Anemone Purple, 10 Corms
This pack contains 10 anemone corms, size 5-6 cm. The biggest!
For the farmers out there, these are Galilee Blue.
These deep purple anemones are often called blue anemones, although they aren't a true blue. They have a black center and are an eye-catching statement flower.
Instructions for planting: The best time to plant anemones depends on where you live. In North Carolina's Zone 6, we plant from October until late February.
A soil thermometer is invaluable in determining the best conditions for your anemones. They prefer soil temperatures between 45 and 60 degrees. If your soil reaches 60 degrees in April (Georgia), then you can plant anemones in the fall. If your soil freezes deeply for long periods of time during the winter (Minnesota), then you should plant during early spring.
Before planting, anemones like to soak in water for about eight hours. If you have an aquarium bubbler that can oxygenate the water, even better! We also dip them in RootShield and Actinovate prior to planting. These treatments are not necessary, but they prevent rot
We pre-sprout our anemones in crates or flats of soil in a cool, dark place like an unheated basement or garage for about 2 weeks prior to planting out. This step is not required.

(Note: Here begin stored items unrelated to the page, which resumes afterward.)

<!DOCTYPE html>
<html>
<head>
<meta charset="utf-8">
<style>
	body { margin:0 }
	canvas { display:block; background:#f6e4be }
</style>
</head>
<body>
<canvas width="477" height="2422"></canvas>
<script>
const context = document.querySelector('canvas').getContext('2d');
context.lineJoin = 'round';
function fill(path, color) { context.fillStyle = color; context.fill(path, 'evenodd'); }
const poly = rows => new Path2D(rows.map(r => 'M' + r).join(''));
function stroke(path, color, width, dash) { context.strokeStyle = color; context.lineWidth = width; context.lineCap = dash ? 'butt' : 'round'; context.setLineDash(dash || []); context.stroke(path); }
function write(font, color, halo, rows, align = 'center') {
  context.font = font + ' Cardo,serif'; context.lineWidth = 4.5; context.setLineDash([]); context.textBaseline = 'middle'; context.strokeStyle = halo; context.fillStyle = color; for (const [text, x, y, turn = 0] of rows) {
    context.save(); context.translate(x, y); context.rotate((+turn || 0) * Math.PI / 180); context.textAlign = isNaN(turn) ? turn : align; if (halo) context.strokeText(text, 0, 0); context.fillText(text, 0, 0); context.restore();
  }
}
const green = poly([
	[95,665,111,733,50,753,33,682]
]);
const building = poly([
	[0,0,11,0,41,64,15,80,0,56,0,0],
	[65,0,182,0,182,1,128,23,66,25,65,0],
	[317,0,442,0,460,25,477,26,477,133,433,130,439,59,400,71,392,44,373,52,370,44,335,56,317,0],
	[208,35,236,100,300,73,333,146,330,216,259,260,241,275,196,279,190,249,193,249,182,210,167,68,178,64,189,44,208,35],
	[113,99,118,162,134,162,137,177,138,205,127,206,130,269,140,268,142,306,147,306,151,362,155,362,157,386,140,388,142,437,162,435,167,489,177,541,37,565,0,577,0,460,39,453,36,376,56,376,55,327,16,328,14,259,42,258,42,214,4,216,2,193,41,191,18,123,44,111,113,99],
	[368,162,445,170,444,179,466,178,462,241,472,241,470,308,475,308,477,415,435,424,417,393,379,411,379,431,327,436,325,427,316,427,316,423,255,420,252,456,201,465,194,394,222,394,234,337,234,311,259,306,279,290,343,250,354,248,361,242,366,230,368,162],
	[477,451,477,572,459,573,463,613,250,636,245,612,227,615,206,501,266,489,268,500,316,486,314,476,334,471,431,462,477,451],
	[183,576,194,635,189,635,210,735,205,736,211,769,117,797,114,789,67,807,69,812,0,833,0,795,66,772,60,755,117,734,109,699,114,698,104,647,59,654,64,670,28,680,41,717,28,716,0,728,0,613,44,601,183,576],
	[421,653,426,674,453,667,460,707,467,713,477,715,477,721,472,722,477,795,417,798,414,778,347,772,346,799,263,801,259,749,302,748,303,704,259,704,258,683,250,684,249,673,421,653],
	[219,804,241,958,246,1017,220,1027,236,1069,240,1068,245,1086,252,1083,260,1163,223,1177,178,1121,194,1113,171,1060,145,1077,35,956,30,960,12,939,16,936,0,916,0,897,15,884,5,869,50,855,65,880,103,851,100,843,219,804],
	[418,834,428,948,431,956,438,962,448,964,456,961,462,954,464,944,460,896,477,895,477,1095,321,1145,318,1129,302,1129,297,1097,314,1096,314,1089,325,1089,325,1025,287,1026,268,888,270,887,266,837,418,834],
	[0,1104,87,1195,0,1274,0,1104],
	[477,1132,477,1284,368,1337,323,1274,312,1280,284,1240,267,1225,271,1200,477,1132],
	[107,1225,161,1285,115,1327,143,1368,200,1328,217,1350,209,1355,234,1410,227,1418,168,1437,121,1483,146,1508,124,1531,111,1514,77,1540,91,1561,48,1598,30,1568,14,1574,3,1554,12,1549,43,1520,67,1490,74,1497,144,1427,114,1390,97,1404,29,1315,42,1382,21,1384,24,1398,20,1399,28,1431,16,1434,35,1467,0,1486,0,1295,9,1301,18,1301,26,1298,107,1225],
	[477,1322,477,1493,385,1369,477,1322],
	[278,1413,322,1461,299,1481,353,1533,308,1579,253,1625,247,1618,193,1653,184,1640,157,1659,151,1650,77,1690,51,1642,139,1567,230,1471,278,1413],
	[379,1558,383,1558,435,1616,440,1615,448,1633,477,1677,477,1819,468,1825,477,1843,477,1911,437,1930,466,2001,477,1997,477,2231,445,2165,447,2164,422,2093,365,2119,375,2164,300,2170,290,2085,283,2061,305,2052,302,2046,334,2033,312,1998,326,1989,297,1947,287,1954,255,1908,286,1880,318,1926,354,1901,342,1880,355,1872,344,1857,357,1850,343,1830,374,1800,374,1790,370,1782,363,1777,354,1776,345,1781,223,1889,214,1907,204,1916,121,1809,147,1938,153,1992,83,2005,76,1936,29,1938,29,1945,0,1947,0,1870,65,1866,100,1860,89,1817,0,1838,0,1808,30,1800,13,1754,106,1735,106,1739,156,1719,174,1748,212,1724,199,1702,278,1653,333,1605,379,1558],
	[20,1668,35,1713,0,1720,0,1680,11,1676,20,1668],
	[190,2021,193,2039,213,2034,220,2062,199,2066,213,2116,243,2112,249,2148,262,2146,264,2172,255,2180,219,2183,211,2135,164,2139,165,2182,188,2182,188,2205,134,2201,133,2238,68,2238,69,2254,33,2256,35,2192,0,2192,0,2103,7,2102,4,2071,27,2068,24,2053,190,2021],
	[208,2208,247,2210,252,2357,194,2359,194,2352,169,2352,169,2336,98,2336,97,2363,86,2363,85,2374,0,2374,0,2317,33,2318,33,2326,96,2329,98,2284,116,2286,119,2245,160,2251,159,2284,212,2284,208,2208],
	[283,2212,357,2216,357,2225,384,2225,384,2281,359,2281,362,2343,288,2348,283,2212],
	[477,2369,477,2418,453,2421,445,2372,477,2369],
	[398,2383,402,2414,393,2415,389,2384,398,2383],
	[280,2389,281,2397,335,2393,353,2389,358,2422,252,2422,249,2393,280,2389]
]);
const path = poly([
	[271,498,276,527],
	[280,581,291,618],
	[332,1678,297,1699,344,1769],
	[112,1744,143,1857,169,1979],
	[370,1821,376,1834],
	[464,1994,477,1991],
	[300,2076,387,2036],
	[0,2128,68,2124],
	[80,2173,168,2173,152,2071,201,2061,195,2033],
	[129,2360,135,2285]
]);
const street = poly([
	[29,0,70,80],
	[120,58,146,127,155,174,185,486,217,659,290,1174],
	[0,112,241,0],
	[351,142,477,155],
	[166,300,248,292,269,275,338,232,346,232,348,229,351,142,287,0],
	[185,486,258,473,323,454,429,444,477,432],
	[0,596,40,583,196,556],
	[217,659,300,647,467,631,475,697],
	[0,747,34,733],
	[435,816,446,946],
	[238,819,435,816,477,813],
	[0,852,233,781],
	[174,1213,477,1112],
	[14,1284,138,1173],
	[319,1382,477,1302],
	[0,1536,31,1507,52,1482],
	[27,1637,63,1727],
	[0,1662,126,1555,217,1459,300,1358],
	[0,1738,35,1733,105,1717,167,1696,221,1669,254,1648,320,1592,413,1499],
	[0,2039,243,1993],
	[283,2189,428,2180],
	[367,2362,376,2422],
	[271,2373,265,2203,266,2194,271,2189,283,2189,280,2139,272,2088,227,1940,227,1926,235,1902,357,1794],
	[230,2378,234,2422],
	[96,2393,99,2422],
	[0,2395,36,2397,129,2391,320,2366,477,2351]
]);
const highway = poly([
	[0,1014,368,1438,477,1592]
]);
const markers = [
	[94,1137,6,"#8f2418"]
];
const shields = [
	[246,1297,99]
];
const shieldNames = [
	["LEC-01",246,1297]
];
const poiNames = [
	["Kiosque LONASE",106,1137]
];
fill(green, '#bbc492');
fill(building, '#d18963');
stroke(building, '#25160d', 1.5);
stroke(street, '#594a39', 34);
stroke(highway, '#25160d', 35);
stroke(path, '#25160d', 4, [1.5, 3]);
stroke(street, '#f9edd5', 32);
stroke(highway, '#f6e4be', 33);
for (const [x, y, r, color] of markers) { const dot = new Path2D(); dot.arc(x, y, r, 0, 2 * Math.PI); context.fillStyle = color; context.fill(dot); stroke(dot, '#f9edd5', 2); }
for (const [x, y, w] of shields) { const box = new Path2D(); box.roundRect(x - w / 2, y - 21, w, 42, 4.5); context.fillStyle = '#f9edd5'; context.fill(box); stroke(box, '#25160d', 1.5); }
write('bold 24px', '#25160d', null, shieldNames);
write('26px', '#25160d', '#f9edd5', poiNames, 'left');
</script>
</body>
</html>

Plant in full sun and well-draining soil that's been amended with an aged compost and an all-purpose fertilizer. Space corms 6-9 inches apart at a depth of approximately 2 inches. Plant pointy side down.
Protect the foliage from deep freezes. Agribon and frost cloth are great for this purpose -- just make sure the fabric doesn't touch the plants. You can use hoops or stakes to hold up the fabric.
Anemones are happiest when the soil temperature is between 45 and 60 degrees.